═══ Stored data ═══

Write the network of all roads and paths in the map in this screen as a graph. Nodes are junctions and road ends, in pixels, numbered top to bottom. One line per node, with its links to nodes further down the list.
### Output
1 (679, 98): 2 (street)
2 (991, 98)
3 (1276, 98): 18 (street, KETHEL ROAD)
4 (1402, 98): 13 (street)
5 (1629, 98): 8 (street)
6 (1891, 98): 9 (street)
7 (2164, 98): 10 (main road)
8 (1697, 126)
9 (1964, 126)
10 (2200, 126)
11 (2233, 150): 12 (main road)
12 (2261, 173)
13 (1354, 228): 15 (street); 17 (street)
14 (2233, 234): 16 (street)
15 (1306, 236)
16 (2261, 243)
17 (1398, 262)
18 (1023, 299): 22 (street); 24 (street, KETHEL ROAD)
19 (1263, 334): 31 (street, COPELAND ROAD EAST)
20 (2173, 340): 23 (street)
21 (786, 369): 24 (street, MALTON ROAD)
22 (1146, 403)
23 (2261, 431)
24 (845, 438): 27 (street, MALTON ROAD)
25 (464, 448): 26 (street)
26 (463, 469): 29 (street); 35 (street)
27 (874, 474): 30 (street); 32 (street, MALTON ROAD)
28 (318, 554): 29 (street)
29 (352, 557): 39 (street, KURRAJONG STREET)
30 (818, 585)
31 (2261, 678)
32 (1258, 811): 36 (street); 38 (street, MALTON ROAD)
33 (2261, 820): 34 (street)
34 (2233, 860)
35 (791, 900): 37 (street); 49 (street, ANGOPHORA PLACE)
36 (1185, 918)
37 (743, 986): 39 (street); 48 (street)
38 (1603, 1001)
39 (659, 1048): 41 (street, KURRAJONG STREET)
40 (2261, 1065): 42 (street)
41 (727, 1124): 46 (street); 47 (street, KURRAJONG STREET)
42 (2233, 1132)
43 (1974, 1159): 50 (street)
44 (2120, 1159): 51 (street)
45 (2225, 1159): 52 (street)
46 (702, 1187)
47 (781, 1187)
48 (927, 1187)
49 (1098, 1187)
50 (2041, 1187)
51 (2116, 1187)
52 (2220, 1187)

═══
═══ Stored data ═══

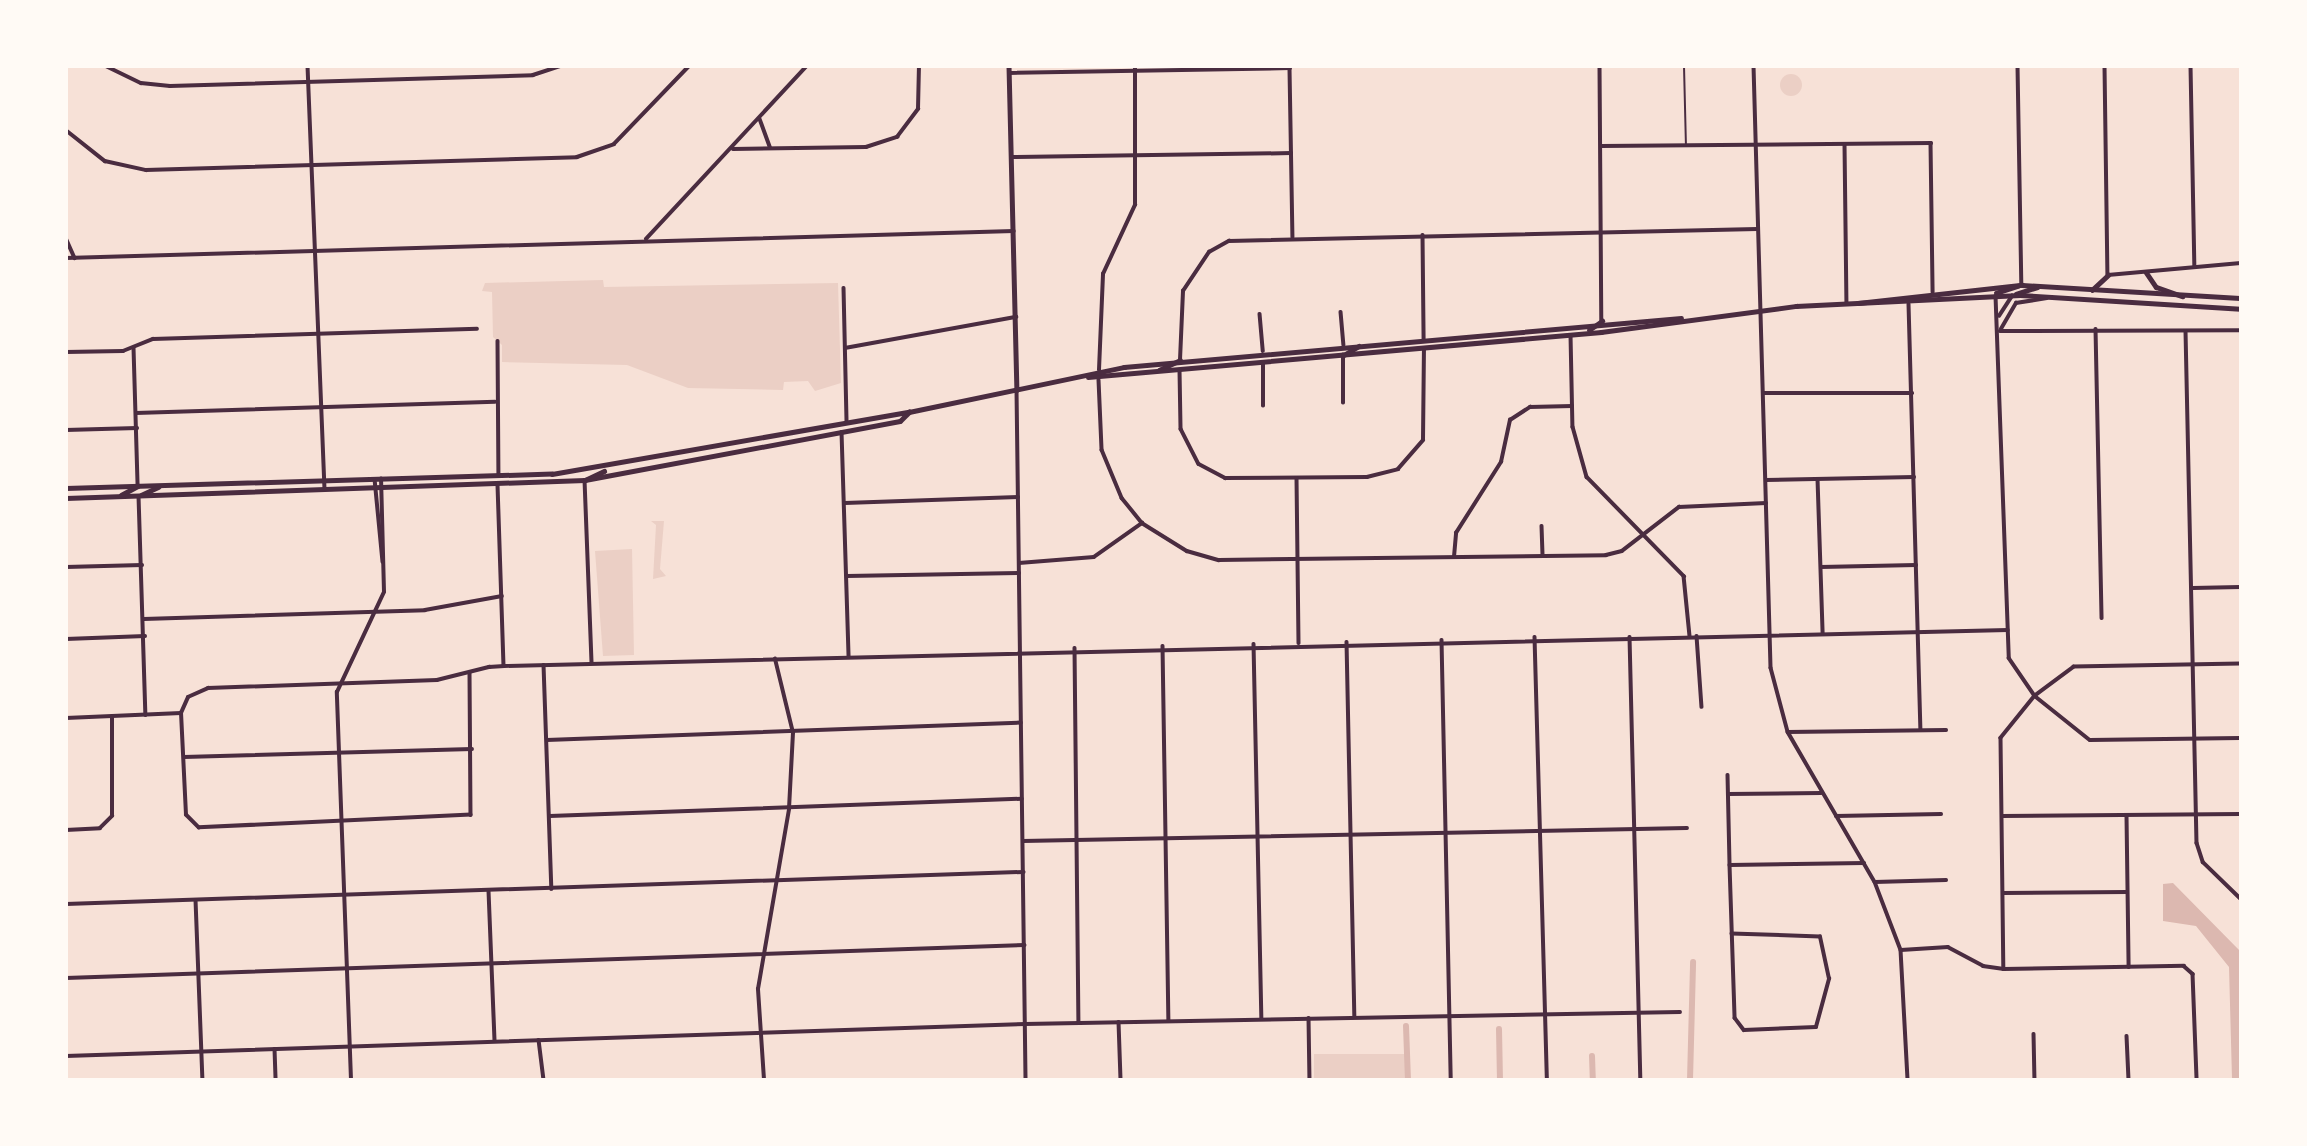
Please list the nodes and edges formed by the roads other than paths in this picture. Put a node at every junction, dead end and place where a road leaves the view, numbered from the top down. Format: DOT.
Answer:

═══

* Assigned task:
Among the records above, find each line holding the string "numbered" and pull it out.

* Answer to this task:
Write the network of all roads and paths in the map in this screen as a graph. Nodes are junctions and road ends, in pixels, numbered top to bottom. One line per node, with its links to nodes further down the list.
Please list the nodes and edges formed by the roads other than paths in this picture. Put a node at every junction, dead end and place where a road leaves the view, numbered from the top down. Format: DOT.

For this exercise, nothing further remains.